» **EXERCISE INSTRUCTIONS**:
Copy the listing exactly as given. Omit every picture.

» **DATA LISTING**:

--- START ---

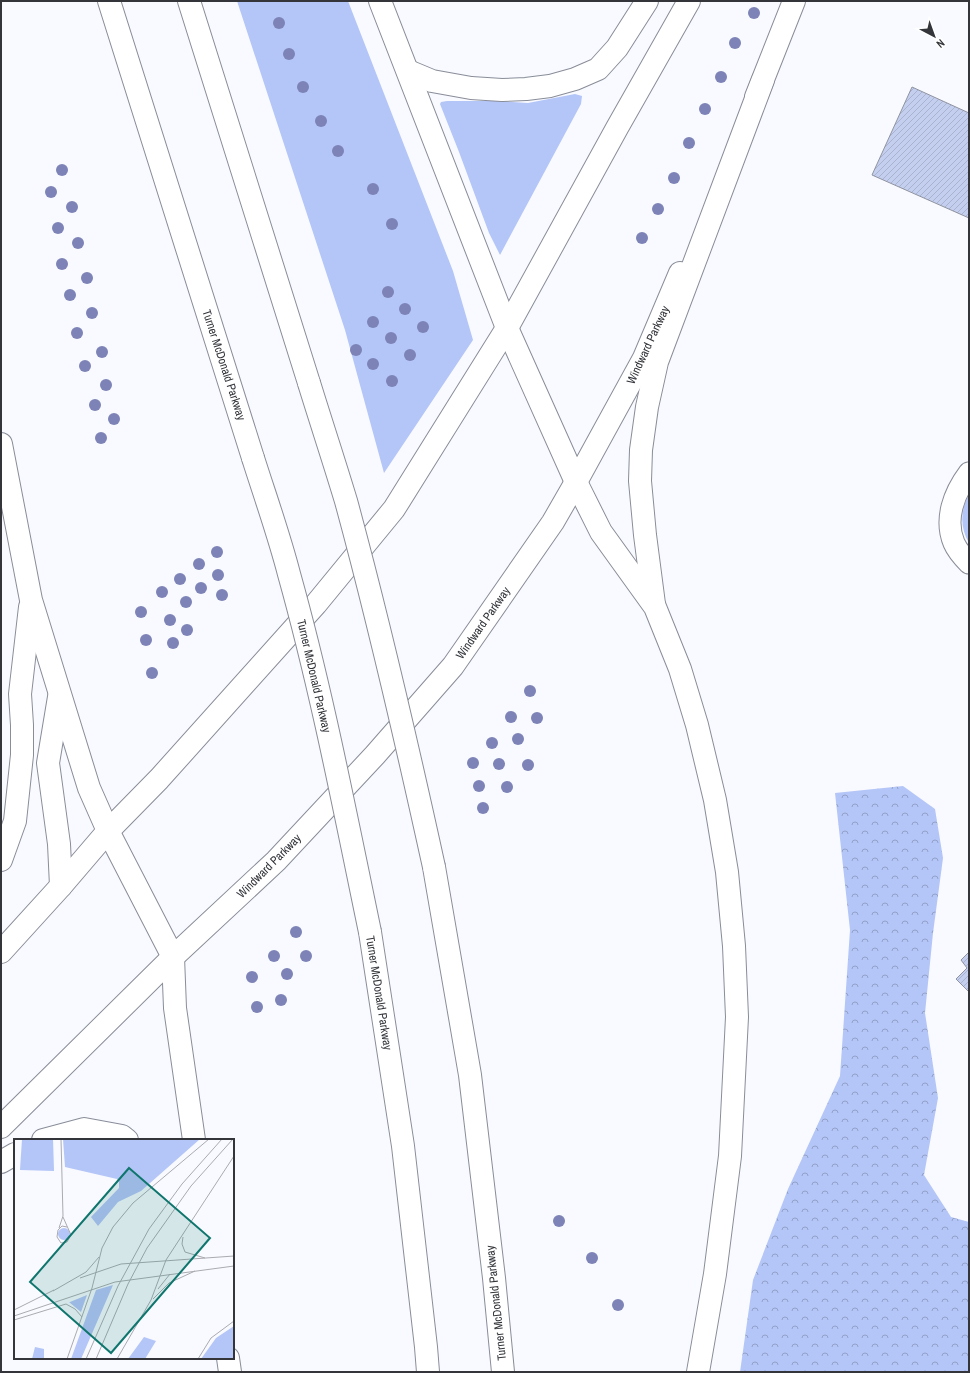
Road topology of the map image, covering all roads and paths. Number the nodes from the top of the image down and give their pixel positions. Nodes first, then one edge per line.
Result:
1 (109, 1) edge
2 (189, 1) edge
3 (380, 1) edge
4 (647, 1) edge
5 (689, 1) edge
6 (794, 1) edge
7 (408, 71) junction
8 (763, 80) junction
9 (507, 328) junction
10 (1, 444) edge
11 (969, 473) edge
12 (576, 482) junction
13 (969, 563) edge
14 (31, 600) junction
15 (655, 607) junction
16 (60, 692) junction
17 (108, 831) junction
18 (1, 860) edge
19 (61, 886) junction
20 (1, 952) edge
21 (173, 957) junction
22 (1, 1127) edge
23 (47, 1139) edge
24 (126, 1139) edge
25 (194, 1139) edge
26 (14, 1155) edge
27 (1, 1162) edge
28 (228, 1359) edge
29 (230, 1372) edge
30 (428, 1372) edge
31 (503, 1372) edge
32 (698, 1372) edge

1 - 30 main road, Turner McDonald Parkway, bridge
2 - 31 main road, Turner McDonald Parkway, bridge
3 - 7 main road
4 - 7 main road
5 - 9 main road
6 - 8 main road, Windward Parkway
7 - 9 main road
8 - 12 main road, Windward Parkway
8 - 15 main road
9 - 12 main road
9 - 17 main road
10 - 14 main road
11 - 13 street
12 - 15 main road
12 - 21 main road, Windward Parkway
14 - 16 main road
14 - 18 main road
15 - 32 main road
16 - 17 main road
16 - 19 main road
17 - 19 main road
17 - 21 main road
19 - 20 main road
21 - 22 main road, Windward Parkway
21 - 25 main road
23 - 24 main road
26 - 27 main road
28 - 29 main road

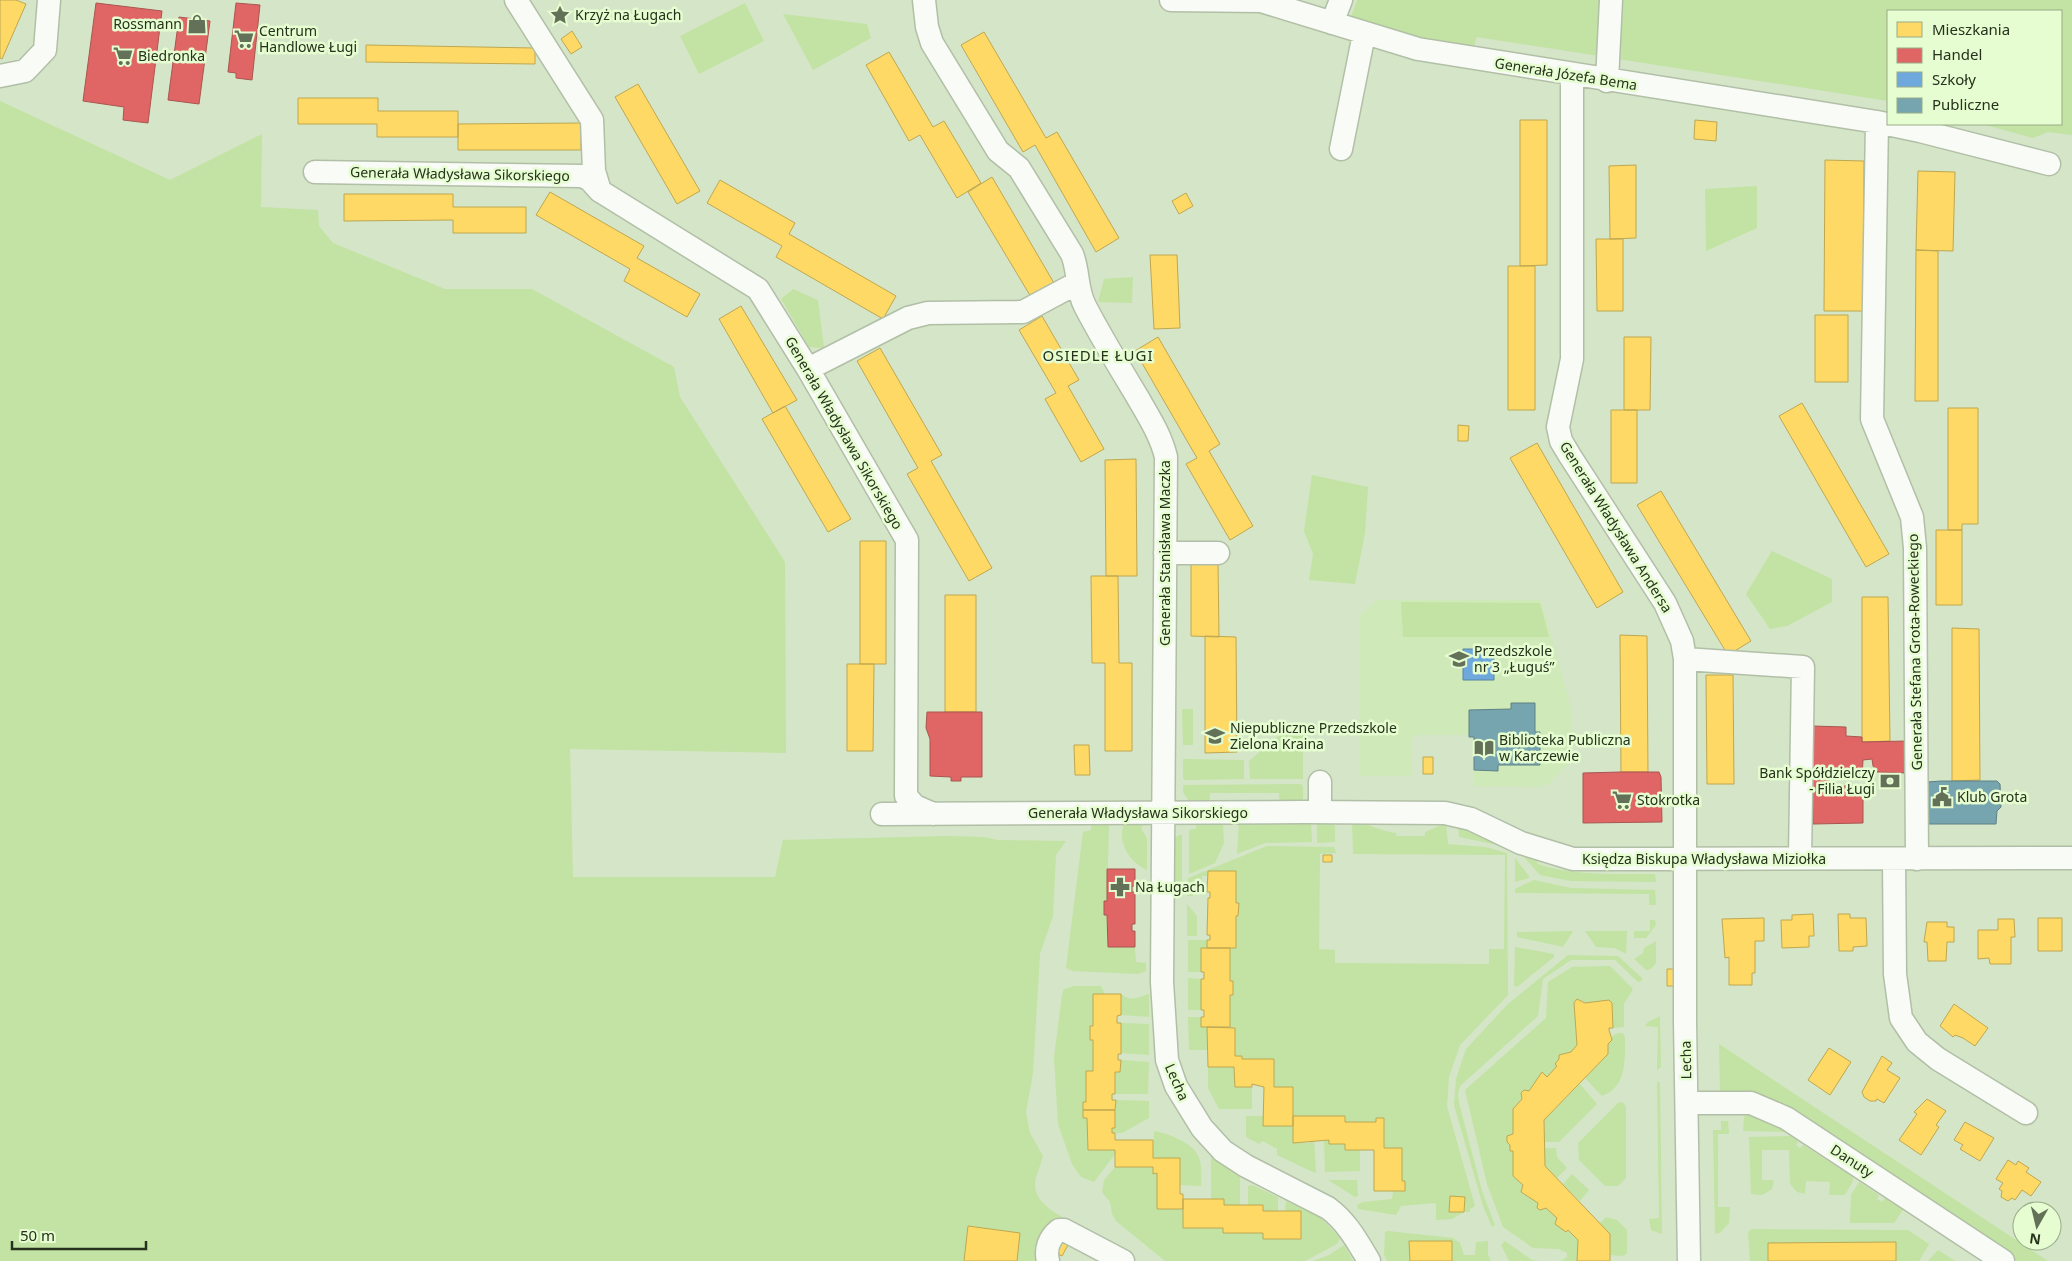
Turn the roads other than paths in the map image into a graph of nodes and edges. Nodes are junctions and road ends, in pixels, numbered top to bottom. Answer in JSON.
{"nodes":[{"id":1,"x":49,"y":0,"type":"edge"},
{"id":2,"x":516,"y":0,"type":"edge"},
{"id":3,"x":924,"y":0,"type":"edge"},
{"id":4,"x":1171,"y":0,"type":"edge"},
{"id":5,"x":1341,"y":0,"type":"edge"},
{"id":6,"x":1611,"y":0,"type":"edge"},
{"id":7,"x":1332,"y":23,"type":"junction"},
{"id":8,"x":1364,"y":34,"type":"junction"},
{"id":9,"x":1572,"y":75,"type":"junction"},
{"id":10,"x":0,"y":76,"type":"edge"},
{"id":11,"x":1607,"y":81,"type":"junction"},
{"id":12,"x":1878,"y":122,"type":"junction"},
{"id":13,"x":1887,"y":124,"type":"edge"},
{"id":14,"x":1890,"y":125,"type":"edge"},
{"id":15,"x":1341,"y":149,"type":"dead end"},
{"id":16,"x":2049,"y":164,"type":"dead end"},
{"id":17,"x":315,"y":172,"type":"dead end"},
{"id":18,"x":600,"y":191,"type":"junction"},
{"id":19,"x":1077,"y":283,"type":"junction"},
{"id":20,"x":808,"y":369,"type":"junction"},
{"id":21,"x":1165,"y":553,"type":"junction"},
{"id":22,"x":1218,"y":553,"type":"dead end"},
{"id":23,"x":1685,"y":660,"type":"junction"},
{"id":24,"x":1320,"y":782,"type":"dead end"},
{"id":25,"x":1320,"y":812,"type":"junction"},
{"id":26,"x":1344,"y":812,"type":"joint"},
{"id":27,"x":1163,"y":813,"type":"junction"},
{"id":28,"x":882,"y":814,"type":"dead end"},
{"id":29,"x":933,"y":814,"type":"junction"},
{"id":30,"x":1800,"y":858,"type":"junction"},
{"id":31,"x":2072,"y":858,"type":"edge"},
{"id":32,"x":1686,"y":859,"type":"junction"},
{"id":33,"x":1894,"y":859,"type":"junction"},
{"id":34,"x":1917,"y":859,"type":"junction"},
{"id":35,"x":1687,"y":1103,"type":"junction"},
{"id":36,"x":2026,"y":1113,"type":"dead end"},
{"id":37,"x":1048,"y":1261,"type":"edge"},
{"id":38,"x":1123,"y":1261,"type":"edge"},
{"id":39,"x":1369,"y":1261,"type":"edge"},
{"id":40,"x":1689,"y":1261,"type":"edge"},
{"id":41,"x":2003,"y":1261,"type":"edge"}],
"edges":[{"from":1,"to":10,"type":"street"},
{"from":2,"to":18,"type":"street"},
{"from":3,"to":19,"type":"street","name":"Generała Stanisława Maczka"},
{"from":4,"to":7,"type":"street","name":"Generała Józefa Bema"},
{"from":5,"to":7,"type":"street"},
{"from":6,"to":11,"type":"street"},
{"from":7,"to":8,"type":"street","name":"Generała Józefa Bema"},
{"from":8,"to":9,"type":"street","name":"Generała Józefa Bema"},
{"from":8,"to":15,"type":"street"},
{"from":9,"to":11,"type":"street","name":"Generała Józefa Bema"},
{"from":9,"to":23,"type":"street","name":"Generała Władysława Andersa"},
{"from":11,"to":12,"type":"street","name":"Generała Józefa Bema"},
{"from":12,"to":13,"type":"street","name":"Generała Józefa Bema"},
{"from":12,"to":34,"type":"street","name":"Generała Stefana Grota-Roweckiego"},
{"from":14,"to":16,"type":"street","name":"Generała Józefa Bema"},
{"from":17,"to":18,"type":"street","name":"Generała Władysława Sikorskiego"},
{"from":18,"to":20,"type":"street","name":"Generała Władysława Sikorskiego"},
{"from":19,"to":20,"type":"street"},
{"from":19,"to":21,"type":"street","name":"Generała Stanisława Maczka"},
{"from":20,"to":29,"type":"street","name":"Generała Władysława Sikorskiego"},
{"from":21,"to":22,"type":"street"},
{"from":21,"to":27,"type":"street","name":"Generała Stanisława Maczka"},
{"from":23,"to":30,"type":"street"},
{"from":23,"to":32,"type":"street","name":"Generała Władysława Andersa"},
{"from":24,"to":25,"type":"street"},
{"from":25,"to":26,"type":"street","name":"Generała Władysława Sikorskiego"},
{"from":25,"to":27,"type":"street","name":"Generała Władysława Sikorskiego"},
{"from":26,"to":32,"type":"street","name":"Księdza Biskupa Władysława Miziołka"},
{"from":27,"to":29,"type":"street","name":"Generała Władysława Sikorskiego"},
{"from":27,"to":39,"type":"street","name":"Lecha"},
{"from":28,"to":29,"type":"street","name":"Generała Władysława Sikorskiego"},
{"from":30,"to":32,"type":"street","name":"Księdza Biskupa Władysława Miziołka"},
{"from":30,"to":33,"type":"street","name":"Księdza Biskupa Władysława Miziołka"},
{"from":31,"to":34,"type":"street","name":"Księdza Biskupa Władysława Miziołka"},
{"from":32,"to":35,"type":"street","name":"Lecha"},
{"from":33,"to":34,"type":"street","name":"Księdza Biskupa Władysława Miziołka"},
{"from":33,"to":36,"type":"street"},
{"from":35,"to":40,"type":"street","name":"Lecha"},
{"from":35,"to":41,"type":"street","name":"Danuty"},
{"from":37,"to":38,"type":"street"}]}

--- END ---

» **RESPONSE FOR THIS EXERCISE**:
Road topology of the map image, covering all roads and paths. Number the nodes from the top of the image down and give their pixel positions. Nodes first, then one edge per line.
Result:
1 (109, 1) edge
2 (189, 1) edge
3 (380, 1) edge
4 (647, 1) edge
5 (689, 1) edge
6 (794, 1) edge
7 (408, 71) junction
8 (763, 80) junction
9 (507, 328) junction
10 (1, 444) edge
11 (969, 473) edge
12 (576, 482) junction
13 (969, 563) edge
14 (31, 600) junction
15 (655, 607) junction
16 (60, 692) junction
17 (108, 831) junction
18 (1, 860) edge
19 (61, 886) junction
20 (1, 952) edge
21 (173, 957) junction
22 (1, 1127) edge
23 (47, 1139) edge
24 (126, 1139) edge
25 (194, 1139) edge
26 (14, 1155) edge
27 (1, 1162) edge
28 (228, 1359) edge
29 (230, 1372) edge
30 (428, 1372) edge
31 (503, 1372) edge
32 (698, 1372) edge

1 - 30 main road, Turner McDonald Parkway, bridge
2 - 31 main road, Turner McDonald Parkway, bridge
3 - 7 main road
4 - 7 main road
5 - 9 main road
6 - 8 main road, Windward Parkway
7 - 9 main road
8 - 12 main road, Windward Parkway
8 - 15 main road
9 - 12 main road
9 - 17 main road
10 - 14 main road
11 - 13 street
12 - 15 main road
12 - 21 main road, Windward Parkway
14 - 16 main road
14 - 18 main road
15 - 32 main road
16 - 17 main road
16 - 19 main road
17 - 19 main road
17 - 21 main road
19 - 20 main road
21 - 22 main road, Windward Parkway
21 - 25 main road
23 - 24 main road
26 - 27 main road
28 - 29 main road

Turn the roads other than paths in the map image into a graph of nodes and edges. Nodes are junctions and road ends, in pixels, numbered top to bottom. Answer in JSON.
{"nodes":[{"id":1,"x":49,"y":0,"type":"edge"},
{"id":2,"x":516,"y":0,"type":"edge"},
{"id":3,"x":924,"y":0,"type":"edge"},
{"id":4,"x":1171,"y":0,"type":"edge"},
{"id":5,"x":1341,"y":0,"type":"edge"},
{"id":6,"x":1611,"y":0,"type":"edge"},
{"id":7,"x":1332,"y":23,"type":"junction"},
{"id":8,"x":1364,"y":34,"type":"junction"},
{"id":9,"x":1572,"y":75,"type":"junction"},
{"id":10,"x":0,"y":76,"type":"edge"},
{"id":11,"x":1607,"y":81,"type":"junction"},
{"id":12,"x":1878,"y":122,"type":"junction"},
{"id":13,"x":1887,"y":124,"type":"edge"},
{"id":14,"x":1890,"y":125,"type":"edge"},
{"id":15,"x":1341,"y":149,"type":"dead end"},
{"id":16,"x":2049,"y":164,"type":"dead end"},
{"id":17,"x":315,"y":172,"type":"dead end"},
{"id":18,"x":600,"y":191,"type":"junction"},
{"id":19,"x":1077,"y":283,"type":"junction"},
{"id":20,"x":808,"y":369,"type":"junction"},
{"id":21,"x":1165,"y":553,"type":"junction"},
{"id":22,"x":1218,"y":553,"type":"dead end"},
{"id":23,"x":1685,"y":660,"type":"junction"},
{"id":24,"x":1320,"y":782,"type":"dead end"},
{"id":25,"x":1320,"y":812,"type":"junction"},
{"id":26,"x":1344,"y":812,"type":"joint"},
{"id":27,"x":1163,"y":813,"type":"junction"},
{"id":28,"x":882,"y":814,"type":"dead end"},
{"id":29,"x":933,"y":814,"type":"junction"},
{"id":30,"x":1800,"y":858,"type":"junction"},
{"id":31,"x":2072,"y":858,"type":"edge"},
{"id":32,"x":1686,"y":859,"type":"junction"},
{"id":33,"x":1894,"y":859,"type":"junction"},
{"id":34,"x":1917,"y":859,"type":"junction"},
{"id":35,"x":1687,"y":1103,"type":"junction"},
{"id":36,"x":2026,"y":1113,"type":"dead end"},
{"id":37,"x":1048,"y":1261,"type":"edge"},
{"id":38,"x":1123,"y":1261,"type":"edge"},
{"id":39,"x":1369,"y":1261,"type":"edge"},
{"id":40,"x":1689,"y":1261,"type":"edge"},
{"id":41,"x":2003,"y":1261,"type":"edge"}],
"edges":[{"from":1,"to":10,"type":"street"},
{"from":2,"to":18,"type":"street"},
{"from":3,"to":19,"type":"street","name":"Generała Stanisława Maczka"},
{"from":4,"to":7,"type":"street","name":"Generała Józefa Bema"},
{"from":5,"to":7,"type":"street"},
{"from":6,"to":11,"type":"street"},
{"from":7,"to":8,"type":"street","name":"Generała Józefa Bema"},
{"from":8,"to":9,"type":"street","name":"Generała Józefa Bema"},
{"from":8,"to":15,"type":"street"},
{"from":9,"to":11,"type":"street","name":"Generała Józefa Bema"},
{"from":9,"to":23,"type":"street","name":"Generała Władysława Andersa"},
{"from":11,"to":12,"type":"street","name":"Generała Józefa Bema"},
{"from":12,"to":13,"type":"street","name":"Generała Józefa Bema"},
{"from":12,"to":34,"type":"street","name":"Generała Stefana Grota-Roweckiego"},
{"from":14,"to":16,"type":"street","name":"Generała Józefa Bema"},
{"from":17,"to":18,"type":"street","name":"Generała Władysława Sikorskiego"},
{"from":18,"to":20,"type":"street","name":"Generała Władysława Sikorskiego"},
{"from":19,"to":20,"type":"street"},
{"from":19,"to":21,"type":"street","name":"Generała Stanisława Maczka"},
{"from":20,"to":29,"type":"street","name":"Generała Władysława Sikorskiego"},
{"from":21,"to":22,"type":"street"},
{"from":21,"to":27,"type":"street","name":"Generała Stanisława Maczka"},
{"from":23,"to":30,"type":"street"},
{"from":23,"to":32,"type":"street","name":"Generała Władysława Andersa"},
{"from":24,"to":25,"type":"street"},
{"from":25,"to":26,"type":"street","name":"Generała Władysława Sikorskiego"},
{"from":25,"to":27,"type":"street","name":"Generała Władysława Sikorskiego"},
{"from":26,"to":32,"type":"street","name":"Księdza Biskupa Władysława Miziołka"},
{"from":27,"to":29,"type":"street","name":"Generała Władysława Sikorskiego"},
{"from":27,"to":39,"type":"street","name":"Lecha"},
{"from":28,"to":29,"type":"street","name":"Generała Władysława Sikorskiego"},
{"from":30,"to":32,"type":"street","name":"Księdza Biskupa Władysława Miziołka"},
{"from":30,"to":33,"type":"street","name":"Księdza Biskupa Władysława Miziołka"},
{"from":31,"to":34,"type":"street","name":"Księdza Biskupa Władysława Miziołka"},
{"from":32,"to":35,"type":"street","name":"Lecha"},
{"from":33,"to":34,"type":"street","name":"Księdza Biskupa Władysława Miziołka"},
{"from":33,"to":36,"type":"street"},
{"from":35,"to":40,"type":"street","name":"Lecha"},
{"from":35,"to":41,"type":"street","name":"Danuty"},
{"from":37,"to":38,"type":"street"}]}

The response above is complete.